Here's a picture from their Facebook page of all of their equipment "politely ejected out the back door" of The Earl after their set.



Headliners, of course, were Thurston Moore and Chelsea Light Moving.  Commenting on their March 2 set in Hoboken, NJ, NYC Taper noted ,
"I had to remind myself at several points during this show that the exuberant, youthful guitarist and vocalist on the cozy Maxwell’s stage in his band’s own t-shirt was a 54-year-old member of rock royalty who I had seen perform in front of crowds hundreds of times this size. Sonic Youth may be on hiatus or it may be gone, but Thurston will keep playing – and keep playing well – for as long as he’s breathing. Chelsea Light Moving, as a band, isn’t Sonic Youth, but it isn’t just a dim facsimile of it, either. With Samara Lubelski (a well-known solo artist and member of Thurston’s solo band) on bass, John Moloney (Sunburned Hand of the Man) on drums and Keith Wood (Hush Arbors, Wooden Wand) on guitar, Chelsea Light Moving has an accomplished cast and its own personality. In some ways, CLM feels more like SST-era Sonic Youth – younger, hungrier, rawer. It seems fun to be in this band, in a way that’s almost impossible in a more established one."
Chelsea Light Moving is more a real band with real songs than a Thurston Moore & Friends jam session.  As a bandleader, Thurston Moore was calm, engaging, relaxed, and free of expectations. Chelsea Light Moving stands as a great band in its own right, and as a second act, it’s a more than worthy one.  By their own description, "the band is ready to detonate any birthday party, wedding or hullaboo in any country, planet or stratosphere that doesn’t support right wing extremist NRA sucking bozo-ology."  Keeping true to their word, and prompted by a Brooklyn Vegan comments thread, the band recently played a birthday party in a basement at a house in Northhampton, Massachusetts (video below). 

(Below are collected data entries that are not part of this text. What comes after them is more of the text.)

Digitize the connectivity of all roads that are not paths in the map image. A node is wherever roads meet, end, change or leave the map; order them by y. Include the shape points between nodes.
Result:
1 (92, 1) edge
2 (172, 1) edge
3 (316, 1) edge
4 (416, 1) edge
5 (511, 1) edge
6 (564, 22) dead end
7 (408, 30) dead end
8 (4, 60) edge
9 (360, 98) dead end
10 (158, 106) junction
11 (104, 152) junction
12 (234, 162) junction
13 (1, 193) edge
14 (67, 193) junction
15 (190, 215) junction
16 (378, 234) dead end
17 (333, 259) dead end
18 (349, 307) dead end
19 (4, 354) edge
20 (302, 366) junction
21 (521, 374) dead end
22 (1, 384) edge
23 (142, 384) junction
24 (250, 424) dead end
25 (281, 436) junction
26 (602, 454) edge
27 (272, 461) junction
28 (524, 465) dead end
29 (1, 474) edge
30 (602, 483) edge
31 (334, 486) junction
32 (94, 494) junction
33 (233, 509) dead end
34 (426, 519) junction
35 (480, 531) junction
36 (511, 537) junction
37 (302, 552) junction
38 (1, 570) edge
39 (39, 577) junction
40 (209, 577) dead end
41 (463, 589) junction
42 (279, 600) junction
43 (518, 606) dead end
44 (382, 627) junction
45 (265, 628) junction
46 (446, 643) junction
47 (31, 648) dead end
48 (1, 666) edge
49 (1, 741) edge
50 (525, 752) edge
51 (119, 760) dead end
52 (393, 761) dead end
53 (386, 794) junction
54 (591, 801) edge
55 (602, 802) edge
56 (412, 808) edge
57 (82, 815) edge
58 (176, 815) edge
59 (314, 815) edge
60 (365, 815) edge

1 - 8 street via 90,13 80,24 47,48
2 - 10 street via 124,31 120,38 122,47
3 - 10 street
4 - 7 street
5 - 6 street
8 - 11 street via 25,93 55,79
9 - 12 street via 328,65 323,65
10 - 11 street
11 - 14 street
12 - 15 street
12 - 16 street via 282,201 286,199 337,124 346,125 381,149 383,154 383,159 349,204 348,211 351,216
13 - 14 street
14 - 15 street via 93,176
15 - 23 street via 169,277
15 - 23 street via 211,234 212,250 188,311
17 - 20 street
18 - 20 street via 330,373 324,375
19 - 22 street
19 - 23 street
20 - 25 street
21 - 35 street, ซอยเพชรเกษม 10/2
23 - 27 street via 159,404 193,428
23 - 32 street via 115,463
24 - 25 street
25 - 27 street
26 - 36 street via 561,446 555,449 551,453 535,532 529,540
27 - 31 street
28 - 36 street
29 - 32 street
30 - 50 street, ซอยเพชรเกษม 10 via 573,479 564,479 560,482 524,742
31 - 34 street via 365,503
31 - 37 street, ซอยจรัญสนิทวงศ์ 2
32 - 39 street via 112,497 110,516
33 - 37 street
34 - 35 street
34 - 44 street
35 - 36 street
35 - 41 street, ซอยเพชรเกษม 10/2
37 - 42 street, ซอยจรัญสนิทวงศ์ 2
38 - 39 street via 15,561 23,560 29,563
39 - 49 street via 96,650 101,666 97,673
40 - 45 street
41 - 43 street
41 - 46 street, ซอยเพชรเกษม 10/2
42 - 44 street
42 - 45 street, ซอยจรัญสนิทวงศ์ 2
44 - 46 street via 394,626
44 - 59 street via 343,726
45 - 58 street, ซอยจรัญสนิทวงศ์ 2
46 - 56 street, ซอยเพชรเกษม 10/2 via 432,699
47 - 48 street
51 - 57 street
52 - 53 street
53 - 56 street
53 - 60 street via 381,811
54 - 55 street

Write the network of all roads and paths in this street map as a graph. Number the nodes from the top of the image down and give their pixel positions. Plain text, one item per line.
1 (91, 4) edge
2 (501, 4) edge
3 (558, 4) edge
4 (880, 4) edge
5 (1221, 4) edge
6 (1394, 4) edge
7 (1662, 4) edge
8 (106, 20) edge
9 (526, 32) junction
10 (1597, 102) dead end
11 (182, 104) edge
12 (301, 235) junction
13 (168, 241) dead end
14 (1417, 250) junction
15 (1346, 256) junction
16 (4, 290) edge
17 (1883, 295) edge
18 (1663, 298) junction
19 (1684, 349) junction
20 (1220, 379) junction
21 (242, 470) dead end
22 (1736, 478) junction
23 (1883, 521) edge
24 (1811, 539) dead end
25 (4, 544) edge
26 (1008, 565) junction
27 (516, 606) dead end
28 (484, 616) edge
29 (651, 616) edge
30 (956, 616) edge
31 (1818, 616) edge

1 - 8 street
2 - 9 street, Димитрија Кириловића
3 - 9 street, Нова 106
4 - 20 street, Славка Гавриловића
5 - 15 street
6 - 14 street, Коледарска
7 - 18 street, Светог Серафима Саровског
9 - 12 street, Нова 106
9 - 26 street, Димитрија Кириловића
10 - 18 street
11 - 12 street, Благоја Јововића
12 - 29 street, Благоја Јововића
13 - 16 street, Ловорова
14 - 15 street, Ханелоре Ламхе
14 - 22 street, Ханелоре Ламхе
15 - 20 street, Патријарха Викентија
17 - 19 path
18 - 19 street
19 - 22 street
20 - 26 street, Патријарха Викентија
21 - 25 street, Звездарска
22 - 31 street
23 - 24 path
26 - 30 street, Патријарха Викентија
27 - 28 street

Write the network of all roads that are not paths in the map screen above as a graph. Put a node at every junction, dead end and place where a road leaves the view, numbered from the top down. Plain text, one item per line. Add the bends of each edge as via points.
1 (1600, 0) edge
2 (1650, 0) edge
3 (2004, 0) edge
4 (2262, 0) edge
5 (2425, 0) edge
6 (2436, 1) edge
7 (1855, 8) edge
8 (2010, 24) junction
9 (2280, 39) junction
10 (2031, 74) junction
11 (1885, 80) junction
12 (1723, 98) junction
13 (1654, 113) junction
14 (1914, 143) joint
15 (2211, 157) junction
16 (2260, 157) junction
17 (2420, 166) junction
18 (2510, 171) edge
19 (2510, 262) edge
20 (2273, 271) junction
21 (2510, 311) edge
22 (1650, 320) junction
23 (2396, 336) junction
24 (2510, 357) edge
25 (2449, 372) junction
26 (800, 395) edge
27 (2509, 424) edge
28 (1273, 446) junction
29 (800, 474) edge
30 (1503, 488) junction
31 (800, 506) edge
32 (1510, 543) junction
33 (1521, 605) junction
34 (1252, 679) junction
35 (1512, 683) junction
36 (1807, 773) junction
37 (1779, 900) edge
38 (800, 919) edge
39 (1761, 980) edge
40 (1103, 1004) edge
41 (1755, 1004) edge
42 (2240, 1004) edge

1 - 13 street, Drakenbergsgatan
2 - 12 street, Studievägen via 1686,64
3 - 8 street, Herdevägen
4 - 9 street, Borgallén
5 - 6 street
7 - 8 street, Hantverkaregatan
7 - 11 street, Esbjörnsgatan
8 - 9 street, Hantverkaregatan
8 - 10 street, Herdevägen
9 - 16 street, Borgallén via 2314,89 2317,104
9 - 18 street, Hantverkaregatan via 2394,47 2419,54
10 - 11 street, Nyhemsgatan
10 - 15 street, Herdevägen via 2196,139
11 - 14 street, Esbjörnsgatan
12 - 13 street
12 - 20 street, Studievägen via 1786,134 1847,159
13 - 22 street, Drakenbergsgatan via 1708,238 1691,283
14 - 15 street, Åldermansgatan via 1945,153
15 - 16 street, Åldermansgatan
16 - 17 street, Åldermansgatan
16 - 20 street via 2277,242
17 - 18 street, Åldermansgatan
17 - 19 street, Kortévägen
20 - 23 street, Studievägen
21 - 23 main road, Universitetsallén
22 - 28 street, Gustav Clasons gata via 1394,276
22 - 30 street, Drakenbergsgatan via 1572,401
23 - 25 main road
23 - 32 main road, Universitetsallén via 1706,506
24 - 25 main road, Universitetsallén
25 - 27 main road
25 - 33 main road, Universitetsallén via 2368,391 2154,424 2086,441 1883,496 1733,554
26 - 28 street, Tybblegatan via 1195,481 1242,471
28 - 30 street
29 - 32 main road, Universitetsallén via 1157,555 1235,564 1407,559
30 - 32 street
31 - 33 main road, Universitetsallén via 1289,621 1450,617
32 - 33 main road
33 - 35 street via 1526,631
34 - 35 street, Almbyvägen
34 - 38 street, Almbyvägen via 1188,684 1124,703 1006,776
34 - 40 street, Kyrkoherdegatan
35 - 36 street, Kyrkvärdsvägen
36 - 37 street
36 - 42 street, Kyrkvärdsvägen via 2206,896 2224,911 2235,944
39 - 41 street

Chelsea Light Moving delivered a great set at The Earl, opening with Burroughs (one of the first songs ever posted to this blog) and including all the songs from their debut album that I know, including Groovy and Linda, Lip, and Alighted, as well as Empires of Time (dedicated to Roky Erickson), some new material, and my personal favorite, Frank O'Hara Hit.

On a personal note, I have to point out that somehow I managed to wind up standing at the best possible spot in the whole club, right at the stage and directly in front of Mr. Moore.  Two feet from a modern rock legend.  The pictures below weren't shot with a telephoto lens - I had to go wide-angle on Mr. Moore's face to avoid documenting his dental work.